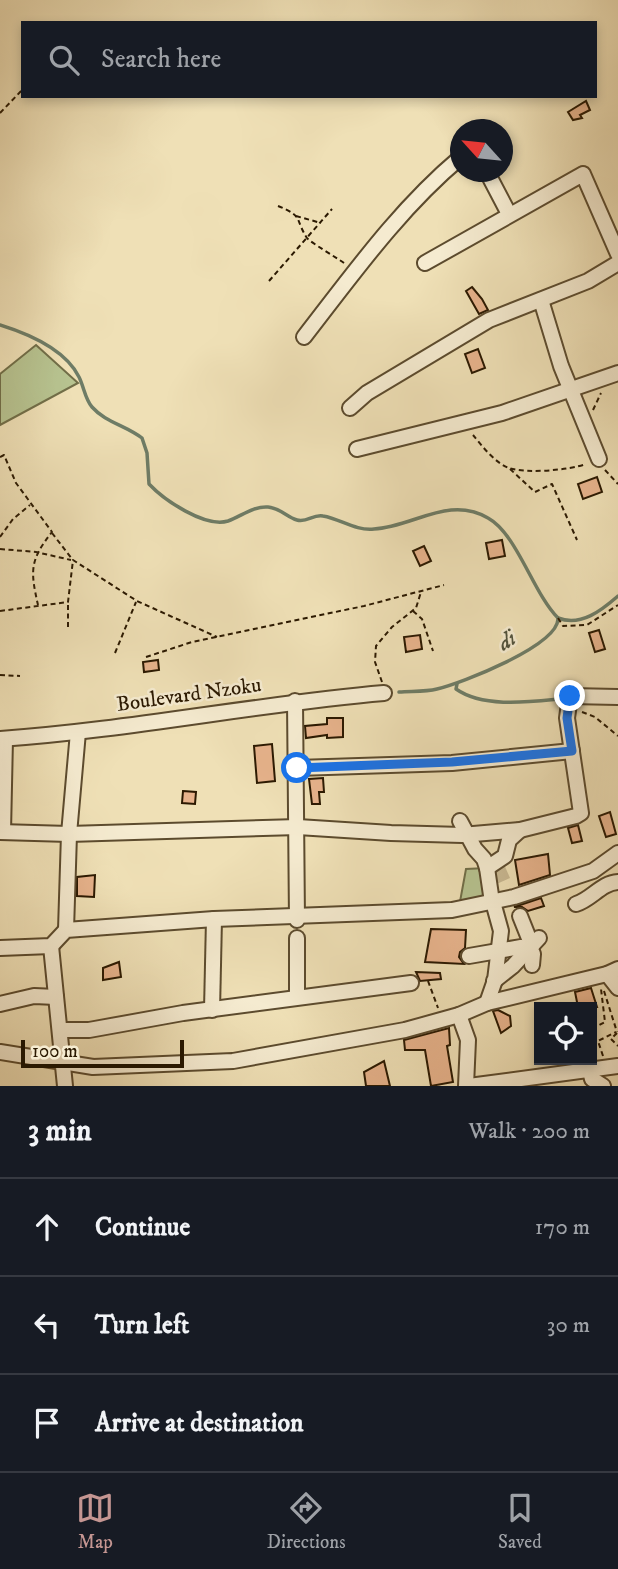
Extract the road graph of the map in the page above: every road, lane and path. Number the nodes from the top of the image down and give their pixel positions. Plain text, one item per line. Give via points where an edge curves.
1 (21, 91) edge
2 (0, 113) edge
3 (450, 166) edge
4 (492, 182) edge
5 (278, 206) dead end
6 (332, 209) dead end
7 (509, 214) junction
8 (295, 215) junction
9 (321, 223) junction
10 (307, 240) junction
11 (618, 254) edge
12 (425, 262) dead end
13 (618, 263) edge
14 (357, 269) junction
15 (269, 281) dead end
16 (541, 300) junction
17 (304, 337) dead end
18 (618, 373) edge
19 (571, 390) junction
20 (602, 392) dead end
21 (350, 408) dead end
22 (463, 423) junction
23 (585, 426) junction
24 (357, 449) dead end
25 (0, 457) edge
26 (599, 459) junction
27 (509, 468) junction
28 (618, 484) edge
29 (30, 504) junction
30 (52, 532) junction
31 (0, 537) edge
32 (577, 540) dead end
33 (0, 549) edge
34 (36, 552) junction
35 (72, 560) junction
36 (444, 585) dead end
37 (421, 591) junction
38 (137, 601) junction
39 (68, 602) junction
40 (618, 605) edge
41 (38, 606) junction
42 (413, 610) junction
43 (0, 611) edge
44 (558, 618) dead end
45 (68, 627) dead end
46 (218, 638) junction
47 (433, 651) dead end
48 (115, 653) dead end
49 (146, 657) dead end
50 (0, 675) edge
51 (20, 676) dead end
52 (384, 693) joint
53 (570, 696) junction
54 (618, 697) edge
55 (295, 701) junction
56 (78, 732) junction
57 (618, 736) edge
58 (3, 739) edge
59 (572, 751) junction
60 (297, 768) junction
61 (298, 827) junction
62 (463, 828) junction
63 (520, 831) junction
64 (1, 832) edge
65 (69, 834) junction
66 (443, 834) junction
67 (475, 849) junction
68 (615, 860) edge
69 (514, 865) dead end
70 (494, 867) junction
71 (618, 883) edge
72 (492, 902) junction
73 (576, 904) dead end
74 (520, 916) dead end
75 (297, 918) junction
76 (214, 919) junction
77 (66, 930) junction
78 (297, 939) dead end
79 (534, 944) junction
80 (51, 946) junction
81 (0, 948) edge
82 (498, 951) junction
83 (469, 956) dead end
84 (532, 965) dead end
85 (509, 969) junction
86 (613, 972) edge
87 (428, 981) dead end
88 (494, 982) junction
89 (411, 983) dead end
90 (618, 988) edge
91 (56, 997) junction
92 (297, 997) junction
93 (505, 998) junction
94 (487, 1003) junction
95 (0, 1004) edge
96 (212, 1010) junction
97 (459, 1015) junction
98 (441, 1019) junction
99 (597, 1027) edge
100 (60, 1030) junction
101 (617, 1032) edge
102 (618, 1046) edge
103 (0, 1052) edge
104 (63, 1062) junction
105 (615, 1067) edge
106 (590, 1071) junction
107 (65, 1086) edge
108 (467, 1086) edge
109 (603, 1086) edge

1 - 2 path
3 - 14 street via 401,213
4 - 7 street
5 - 8 path
6 - 9 path
7 - 11 street via 583,174
7 - 12 street
8 - 9 path
8 - 10 path
9 - 10 path
10 - 14 path
10 - 15 path
13 - 16 street
14 - 17 street
16 - 19 street
16 - 21 street via 489,320 367,393
18 - 19 street
19 - 22 street
19 - 23 street
20 - 23 path
22 - 24 street
22 - 27 path
23 - 26 street
25 - 29 path via 4,455
26 - 27 path via 562,471
26 - 28 path
27 - 32 path via 535,492 552,484
29 - 30 path
29 - 31 path
30 - 34 path
30 - 35 path
33 - 34 path
34 - 35 path
34 - 41 path via 32,578
35 - 38 path
35 - 39 path
36 - 37 path
37 - 42 path
37 - 46 path
38 - 46 path
38 - 48 path
39 - 41 path
39 - 45 path
40 - 44 path via 587,625 563,626
41 - 43 path
42 - 47 path via 422,619
42 - 52 path via 376,646 375,662
46 - 49 path
50 - 51 path
52 - 55 street, Boulevard Nzoku
53 - 54 street
53 - 57 path via 583,714 596,717
53 - 59 street via 567,718
55 - 56 street, Boulevard Nzoku
55 - 60 street
56 - 58 street, Boulevard Nzoku
56 - 65 street
58 - 64 street
59 - 60 street via 452,762
59 - 63 street via 581,813
60 - 61 street
61 - 65 street
61 - 66 street
61 - 75 street
62 - 63 street
62 - 66 street
62 - 67 street
63 - 70 street via 509,840 505,856
64 - 65 street
65 - 77 street
66 - 67 street
67 - 70 street
68 - 72 street via 538,889 507,891
69 - 70 street
70 - 72 street
71 - 73 street via 608,883
72 - 75 street via 452,910
72 - 82 street via 501,931
74 - 79 street
75 - 76 street
76 - 77 street
76 - 96 street
77 - 80 street
78 - 92 street
79 - 82 street
79 - 84 street
79 - 85 street
80 - 81 street
80 - 91 street
82 - 83 street
82 - 85 street
82 - 88 street
85 - 88 street
85 - 93 street via 510,990
86 - 90 street
86 - 93 street
87 - 98 path
88 - 94 street
89 - 92 street
91 - 95 street via 34,996
91 - 100 street
92 - 96 street
93 - 94 street
94 - 97 street
96 - 100 street via 89,1030
97 - 98 street
97 - 108 street via 468,1040
98 - 104 street via 405,1030 233,1061 123,1067
99 - 101 path via 605,1022 601,982
100 - 104 street
101 - 102 path via 611,1039
101 - 105 path via 598,1041 607,1064
103 - 104 street
104 - 107 street
105 - 106 street
106 - 108 street
106 - 109 street

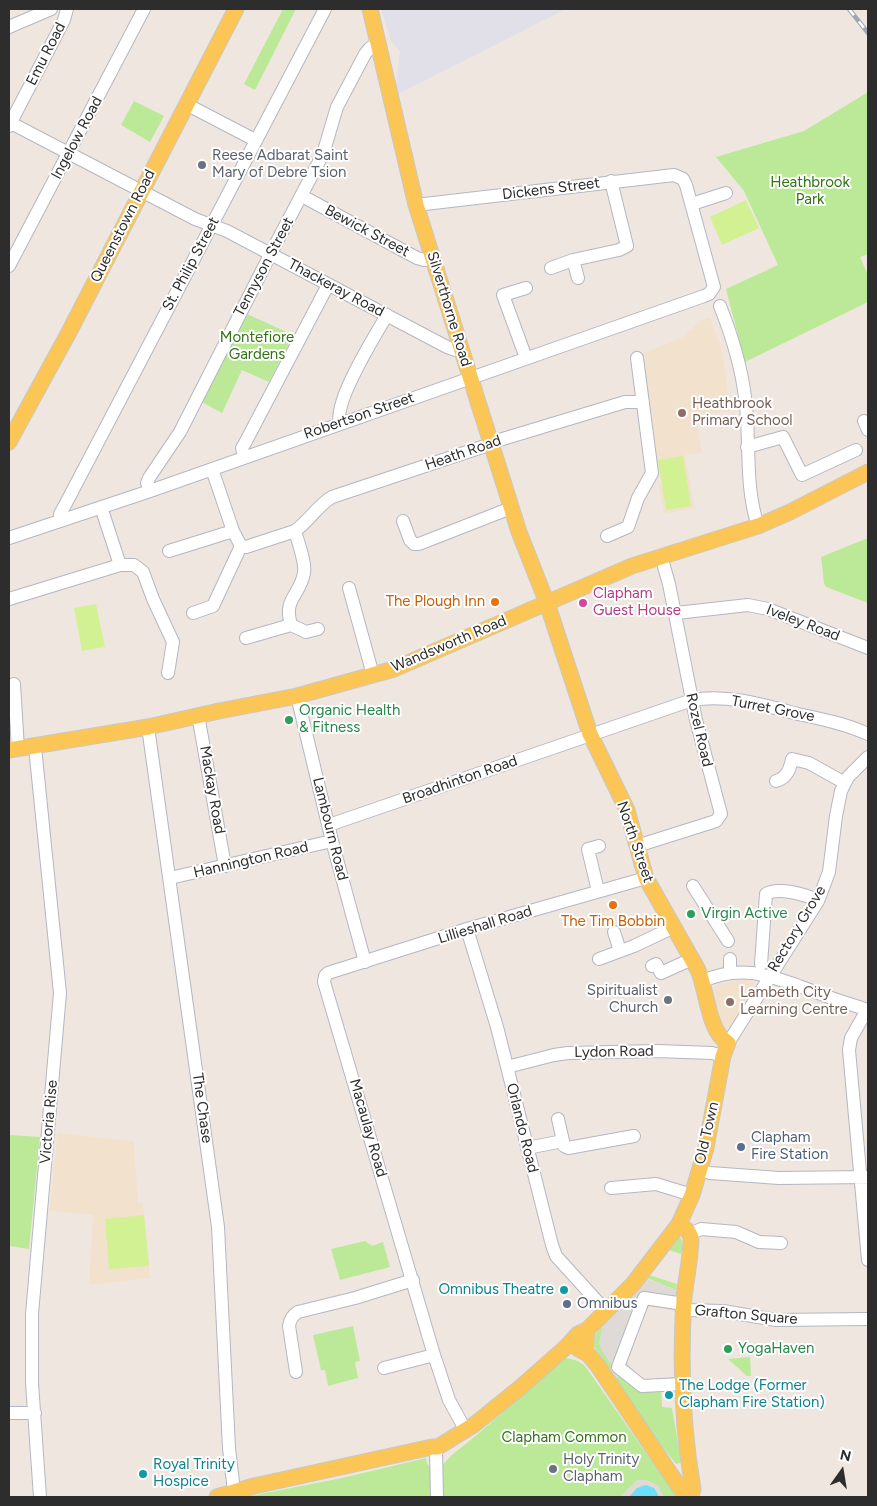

------

Description of the task: Taking the records above as input, show every line in which the word "Boulevard" is present.

Output for this task:
52 - 55 street, Boulevard Nzoku
55 - 56 street, Boulevard Nzoku
56 - 58 street, Boulevard Nzoku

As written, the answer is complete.